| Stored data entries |
※ ※ ※

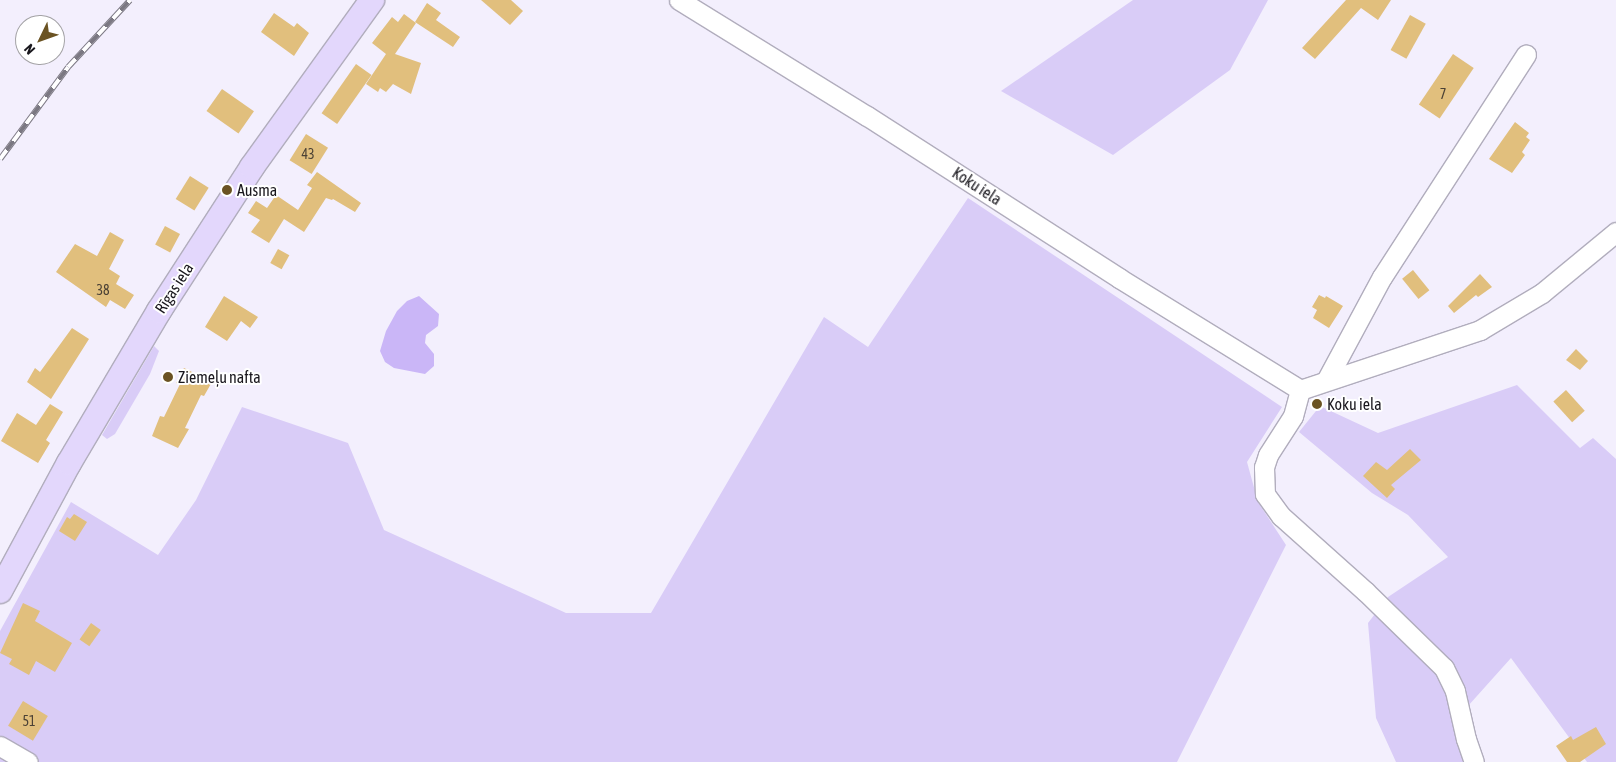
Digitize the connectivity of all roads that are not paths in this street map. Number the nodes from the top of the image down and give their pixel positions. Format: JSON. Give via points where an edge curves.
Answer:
{"nodes":[{"id":1,"x":372,"y":0,"type":"edge"},
{"id":2,"x":679,"y":0,"type":"edge"},
{"id":3,"x":1526,"y":54,"type":"dead end"},
{"id":4,"x":1616,"y":232,"type":"edge"},
{"id":5,"x":1327,"y":380,"type":"junction"},
{"id":6,"x":1300,"y":390,"type":"junction"},
{"id":7,"x":0,"y":591,"type":"edge"},
{"id":8,"x":0,"y":746,"type":"edge"},
{"id":9,"x":28,"y":762,"type":"edge"},
{"id":10,"x":1474,"y":762,"type":"edge"}],
"edges":[{"from":1,"to":7,"type":"main road","name":"Rīgas iela","via":[[252,167],[159,311]]},
{"from":2,"to":6,"type":"street","name":"Koku iela"},
{"from":3,"to":5,"type":"street","via":[[1382,277]]},
{"from":4,"to":5,"type":"street","via":[[1542,293],[1480,330]]},
{"from":5,"to":6,"type":"street"},
{"from":6,"to":10,"type":"street","via":[[1293,416],[1268,455],[1264,467],[1265,494],[1281,516],[1444,668],[1455,691]]},
{"from":8,"to":9,"type":"street"}]}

※ ※ ※

| TASK REQUIREMENTS |
Every line above should be returned exactly; the pictures stay out.

| RESULT |
Digitize the connectivity of all roads that are not paths in this street map. Number the nodes from the top of the image down and give their pixel positions. Format: JSON. Give via points where an edge curves.
Answer:
{"nodes":[{"id":1,"x":372,"y":0,"type":"edge"},
{"id":2,"x":679,"y":0,"type":"edge"},
{"id":3,"x":1526,"y":54,"type":"dead end"},
{"id":4,"x":1616,"y":232,"type":"edge"},
{"id":5,"x":1327,"y":380,"type":"junction"},
{"id":6,"x":1300,"y":390,"type":"junction"},
{"id":7,"x":0,"y":591,"type":"edge"},
{"id":8,"x":0,"y":746,"type":"edge"},
{"id":9,"x":28,"y":762,"type":"edge"},
{"id":10,"x":1474,"y":762,"type":"edge"}],
"edges":[{"from":1,"to":7,"type":"main road","name":"Rīgas iela","via":[[252,167],[159,311]]},
{"from":2,"to":6,"type":"street","name":"Koku iela"},
{"from":3,"to":5,"type":"street","via":[[1382,277]]},
{"from":4,"to":5,"type":"street","via":[[1542,293],[1480,330]]},
{"from":5,"to":6,"type":"street"},
{"from":6,"to":10,"type":"street","via":[[1293,416],[1268,455],[1264,467],[1265,494],[1281,516],[1444,668],[1455,691]]},
{"from":8,"to":9,"type":"street"}]}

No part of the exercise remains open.